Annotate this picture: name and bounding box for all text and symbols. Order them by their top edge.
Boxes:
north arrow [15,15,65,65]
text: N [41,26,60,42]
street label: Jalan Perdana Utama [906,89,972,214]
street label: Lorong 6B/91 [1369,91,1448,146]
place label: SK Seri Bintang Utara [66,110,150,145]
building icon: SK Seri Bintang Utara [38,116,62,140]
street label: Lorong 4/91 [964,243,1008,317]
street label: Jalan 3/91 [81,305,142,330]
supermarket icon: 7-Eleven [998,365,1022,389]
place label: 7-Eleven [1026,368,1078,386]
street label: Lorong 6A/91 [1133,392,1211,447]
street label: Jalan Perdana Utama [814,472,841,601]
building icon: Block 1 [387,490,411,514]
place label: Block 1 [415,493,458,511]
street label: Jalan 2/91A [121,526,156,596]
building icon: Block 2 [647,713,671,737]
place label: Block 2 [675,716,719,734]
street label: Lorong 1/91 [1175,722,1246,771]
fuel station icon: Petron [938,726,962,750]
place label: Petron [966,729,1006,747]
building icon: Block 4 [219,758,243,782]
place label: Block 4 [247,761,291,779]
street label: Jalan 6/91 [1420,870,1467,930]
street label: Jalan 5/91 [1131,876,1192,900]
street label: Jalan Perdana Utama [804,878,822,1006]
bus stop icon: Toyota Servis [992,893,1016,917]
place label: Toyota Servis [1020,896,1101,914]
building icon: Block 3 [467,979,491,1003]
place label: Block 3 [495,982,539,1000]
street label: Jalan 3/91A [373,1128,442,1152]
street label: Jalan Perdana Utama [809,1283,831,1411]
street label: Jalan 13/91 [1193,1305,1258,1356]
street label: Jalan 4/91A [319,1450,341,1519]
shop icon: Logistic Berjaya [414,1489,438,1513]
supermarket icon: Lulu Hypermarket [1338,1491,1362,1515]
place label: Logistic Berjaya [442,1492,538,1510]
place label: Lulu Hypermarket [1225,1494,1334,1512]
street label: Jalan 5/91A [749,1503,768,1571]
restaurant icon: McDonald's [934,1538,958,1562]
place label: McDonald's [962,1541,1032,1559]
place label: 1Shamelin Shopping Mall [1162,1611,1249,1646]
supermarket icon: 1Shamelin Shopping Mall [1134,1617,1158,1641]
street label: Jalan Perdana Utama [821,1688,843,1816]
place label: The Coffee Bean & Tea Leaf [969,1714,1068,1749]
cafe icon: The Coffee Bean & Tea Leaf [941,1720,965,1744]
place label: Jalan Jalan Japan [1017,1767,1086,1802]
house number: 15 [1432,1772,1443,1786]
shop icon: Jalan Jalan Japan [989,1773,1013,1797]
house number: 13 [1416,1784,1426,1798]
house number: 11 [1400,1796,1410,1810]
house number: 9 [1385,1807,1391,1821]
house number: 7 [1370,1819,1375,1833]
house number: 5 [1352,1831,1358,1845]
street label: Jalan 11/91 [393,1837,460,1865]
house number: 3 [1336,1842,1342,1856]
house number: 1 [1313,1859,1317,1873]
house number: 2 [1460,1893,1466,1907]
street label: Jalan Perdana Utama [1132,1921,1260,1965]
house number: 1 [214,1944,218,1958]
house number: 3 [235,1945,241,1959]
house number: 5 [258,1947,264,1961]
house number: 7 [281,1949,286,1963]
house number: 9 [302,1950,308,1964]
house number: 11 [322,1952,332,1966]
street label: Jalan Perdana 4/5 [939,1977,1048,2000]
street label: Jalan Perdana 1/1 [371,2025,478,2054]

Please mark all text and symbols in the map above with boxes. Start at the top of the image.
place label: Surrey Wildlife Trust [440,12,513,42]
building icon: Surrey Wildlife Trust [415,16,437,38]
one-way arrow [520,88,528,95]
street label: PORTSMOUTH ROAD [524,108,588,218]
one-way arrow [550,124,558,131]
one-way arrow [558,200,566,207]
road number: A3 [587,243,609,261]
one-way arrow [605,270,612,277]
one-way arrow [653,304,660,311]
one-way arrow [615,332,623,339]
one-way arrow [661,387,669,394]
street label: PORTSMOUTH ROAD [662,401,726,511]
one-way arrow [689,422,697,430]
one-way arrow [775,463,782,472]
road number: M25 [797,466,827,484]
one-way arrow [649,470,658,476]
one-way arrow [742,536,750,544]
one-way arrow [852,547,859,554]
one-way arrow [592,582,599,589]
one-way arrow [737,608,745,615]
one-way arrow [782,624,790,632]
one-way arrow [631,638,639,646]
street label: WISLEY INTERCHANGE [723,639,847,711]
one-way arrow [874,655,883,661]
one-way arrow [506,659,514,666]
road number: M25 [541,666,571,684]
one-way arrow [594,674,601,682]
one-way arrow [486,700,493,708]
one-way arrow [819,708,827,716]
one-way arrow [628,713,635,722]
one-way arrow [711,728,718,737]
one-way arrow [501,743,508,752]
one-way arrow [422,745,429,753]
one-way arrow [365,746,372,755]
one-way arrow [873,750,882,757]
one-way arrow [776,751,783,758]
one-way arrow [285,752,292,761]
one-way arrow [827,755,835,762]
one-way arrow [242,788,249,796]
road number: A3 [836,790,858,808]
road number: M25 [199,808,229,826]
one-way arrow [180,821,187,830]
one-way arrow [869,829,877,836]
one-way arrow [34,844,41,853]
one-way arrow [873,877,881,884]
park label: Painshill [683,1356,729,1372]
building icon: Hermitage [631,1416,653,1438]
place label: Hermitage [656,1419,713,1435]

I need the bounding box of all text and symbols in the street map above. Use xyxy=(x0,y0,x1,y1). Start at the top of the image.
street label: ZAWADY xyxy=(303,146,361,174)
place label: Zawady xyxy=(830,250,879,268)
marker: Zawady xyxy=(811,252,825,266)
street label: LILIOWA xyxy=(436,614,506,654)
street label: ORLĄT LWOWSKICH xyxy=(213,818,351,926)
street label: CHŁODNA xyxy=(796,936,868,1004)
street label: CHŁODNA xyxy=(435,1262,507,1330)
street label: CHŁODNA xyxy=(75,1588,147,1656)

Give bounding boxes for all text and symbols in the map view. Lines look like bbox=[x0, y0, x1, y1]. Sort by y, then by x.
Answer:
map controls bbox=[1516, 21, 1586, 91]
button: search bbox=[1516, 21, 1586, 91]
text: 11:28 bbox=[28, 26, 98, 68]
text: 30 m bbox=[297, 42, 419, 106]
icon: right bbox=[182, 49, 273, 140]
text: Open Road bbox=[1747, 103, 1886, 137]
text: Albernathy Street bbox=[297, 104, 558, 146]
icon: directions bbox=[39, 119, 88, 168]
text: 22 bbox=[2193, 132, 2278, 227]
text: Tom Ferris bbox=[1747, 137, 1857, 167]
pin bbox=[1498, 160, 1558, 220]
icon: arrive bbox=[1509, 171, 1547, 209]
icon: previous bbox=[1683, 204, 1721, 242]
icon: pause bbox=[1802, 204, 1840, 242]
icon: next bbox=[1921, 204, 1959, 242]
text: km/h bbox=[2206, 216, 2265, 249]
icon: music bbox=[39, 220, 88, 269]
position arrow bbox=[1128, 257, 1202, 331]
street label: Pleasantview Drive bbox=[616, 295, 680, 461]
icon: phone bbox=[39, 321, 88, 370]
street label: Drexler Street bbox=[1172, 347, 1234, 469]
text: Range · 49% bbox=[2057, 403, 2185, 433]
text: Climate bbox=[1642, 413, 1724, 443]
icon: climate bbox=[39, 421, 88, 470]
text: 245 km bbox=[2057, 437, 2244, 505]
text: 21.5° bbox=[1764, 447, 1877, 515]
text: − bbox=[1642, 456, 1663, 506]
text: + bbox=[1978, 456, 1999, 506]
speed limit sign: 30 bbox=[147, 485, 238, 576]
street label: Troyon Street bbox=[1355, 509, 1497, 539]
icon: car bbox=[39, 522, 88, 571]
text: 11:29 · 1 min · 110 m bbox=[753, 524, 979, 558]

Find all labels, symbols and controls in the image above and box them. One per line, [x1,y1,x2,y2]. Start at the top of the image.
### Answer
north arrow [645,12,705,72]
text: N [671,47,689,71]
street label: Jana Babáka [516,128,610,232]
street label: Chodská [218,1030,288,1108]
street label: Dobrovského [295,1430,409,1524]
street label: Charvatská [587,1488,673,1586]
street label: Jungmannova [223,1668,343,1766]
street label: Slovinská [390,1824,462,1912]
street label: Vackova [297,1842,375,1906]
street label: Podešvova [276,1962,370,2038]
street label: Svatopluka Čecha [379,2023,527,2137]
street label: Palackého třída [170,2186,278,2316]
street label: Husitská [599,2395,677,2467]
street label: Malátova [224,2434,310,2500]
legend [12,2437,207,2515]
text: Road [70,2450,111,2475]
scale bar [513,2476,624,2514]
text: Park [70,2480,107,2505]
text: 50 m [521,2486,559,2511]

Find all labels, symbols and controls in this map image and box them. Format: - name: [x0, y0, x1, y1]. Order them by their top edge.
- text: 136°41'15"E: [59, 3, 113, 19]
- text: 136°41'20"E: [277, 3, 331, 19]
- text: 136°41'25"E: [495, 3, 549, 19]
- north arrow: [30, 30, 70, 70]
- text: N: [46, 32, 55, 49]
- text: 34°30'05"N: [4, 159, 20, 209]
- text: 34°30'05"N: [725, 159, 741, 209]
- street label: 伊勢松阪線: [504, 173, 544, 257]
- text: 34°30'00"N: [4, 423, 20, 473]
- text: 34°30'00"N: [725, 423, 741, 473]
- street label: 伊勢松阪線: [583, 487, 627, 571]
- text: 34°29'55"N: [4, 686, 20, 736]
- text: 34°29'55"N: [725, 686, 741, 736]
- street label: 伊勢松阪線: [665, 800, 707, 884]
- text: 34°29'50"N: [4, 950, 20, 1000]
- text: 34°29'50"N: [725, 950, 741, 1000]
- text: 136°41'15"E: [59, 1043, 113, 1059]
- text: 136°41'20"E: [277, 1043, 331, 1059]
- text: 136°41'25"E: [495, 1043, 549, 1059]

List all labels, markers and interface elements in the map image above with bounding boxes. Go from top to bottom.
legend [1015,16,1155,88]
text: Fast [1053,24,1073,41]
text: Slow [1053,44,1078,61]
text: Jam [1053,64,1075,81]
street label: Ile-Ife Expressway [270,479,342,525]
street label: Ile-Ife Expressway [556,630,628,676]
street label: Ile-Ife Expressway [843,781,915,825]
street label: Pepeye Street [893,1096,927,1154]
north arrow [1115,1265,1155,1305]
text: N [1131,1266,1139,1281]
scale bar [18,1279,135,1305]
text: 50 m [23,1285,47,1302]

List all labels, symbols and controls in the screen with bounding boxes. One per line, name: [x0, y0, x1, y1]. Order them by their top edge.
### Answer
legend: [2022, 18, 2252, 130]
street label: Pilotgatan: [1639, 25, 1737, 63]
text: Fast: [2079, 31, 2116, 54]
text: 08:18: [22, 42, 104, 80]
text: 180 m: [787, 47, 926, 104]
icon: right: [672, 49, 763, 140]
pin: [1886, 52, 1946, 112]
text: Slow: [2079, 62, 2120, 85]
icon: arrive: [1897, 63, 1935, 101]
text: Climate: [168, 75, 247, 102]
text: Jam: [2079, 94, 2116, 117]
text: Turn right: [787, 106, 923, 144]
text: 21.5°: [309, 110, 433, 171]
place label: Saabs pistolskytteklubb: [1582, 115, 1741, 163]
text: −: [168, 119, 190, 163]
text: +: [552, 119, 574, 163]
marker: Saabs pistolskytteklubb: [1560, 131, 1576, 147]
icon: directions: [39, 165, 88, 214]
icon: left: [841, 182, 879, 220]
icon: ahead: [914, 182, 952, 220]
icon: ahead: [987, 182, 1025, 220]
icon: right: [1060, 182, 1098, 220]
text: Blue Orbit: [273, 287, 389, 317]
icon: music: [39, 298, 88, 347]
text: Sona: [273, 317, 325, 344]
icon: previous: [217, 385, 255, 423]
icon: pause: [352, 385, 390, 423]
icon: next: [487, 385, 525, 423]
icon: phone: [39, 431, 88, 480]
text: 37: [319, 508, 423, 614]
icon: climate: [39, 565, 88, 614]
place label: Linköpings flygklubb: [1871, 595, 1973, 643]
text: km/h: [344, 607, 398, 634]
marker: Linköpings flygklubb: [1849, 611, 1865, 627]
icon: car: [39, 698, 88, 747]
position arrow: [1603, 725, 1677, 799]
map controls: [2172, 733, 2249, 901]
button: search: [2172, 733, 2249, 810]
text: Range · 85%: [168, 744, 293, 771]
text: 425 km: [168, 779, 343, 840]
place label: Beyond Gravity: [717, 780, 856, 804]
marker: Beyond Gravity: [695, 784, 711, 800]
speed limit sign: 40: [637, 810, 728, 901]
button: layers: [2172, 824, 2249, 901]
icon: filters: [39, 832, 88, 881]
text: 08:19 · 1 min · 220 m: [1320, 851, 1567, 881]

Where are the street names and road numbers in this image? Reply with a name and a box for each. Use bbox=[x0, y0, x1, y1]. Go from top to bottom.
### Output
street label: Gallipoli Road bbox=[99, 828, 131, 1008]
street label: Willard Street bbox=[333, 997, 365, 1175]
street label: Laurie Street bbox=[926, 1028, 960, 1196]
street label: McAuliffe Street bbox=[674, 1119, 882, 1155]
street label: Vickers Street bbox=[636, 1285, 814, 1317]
________________
• [Problem details]:
What is needed is a copy of every line above in which "Utama" appears.

• [Your response]:
street label: Jalan Perdana Utama [906,89,972,214]
street label: Jalan Perdana Utama [814,472,841,601]
street label: Jalan Perdana Utama [804,878,822,1006]
street label: Jalan Perdana Utama [809,1283,831,1411]
street label: Jalan Perdana Utama [821,1688,843,1816]
street label: Jalan Perdana Utama [1132,1921,1260,1965]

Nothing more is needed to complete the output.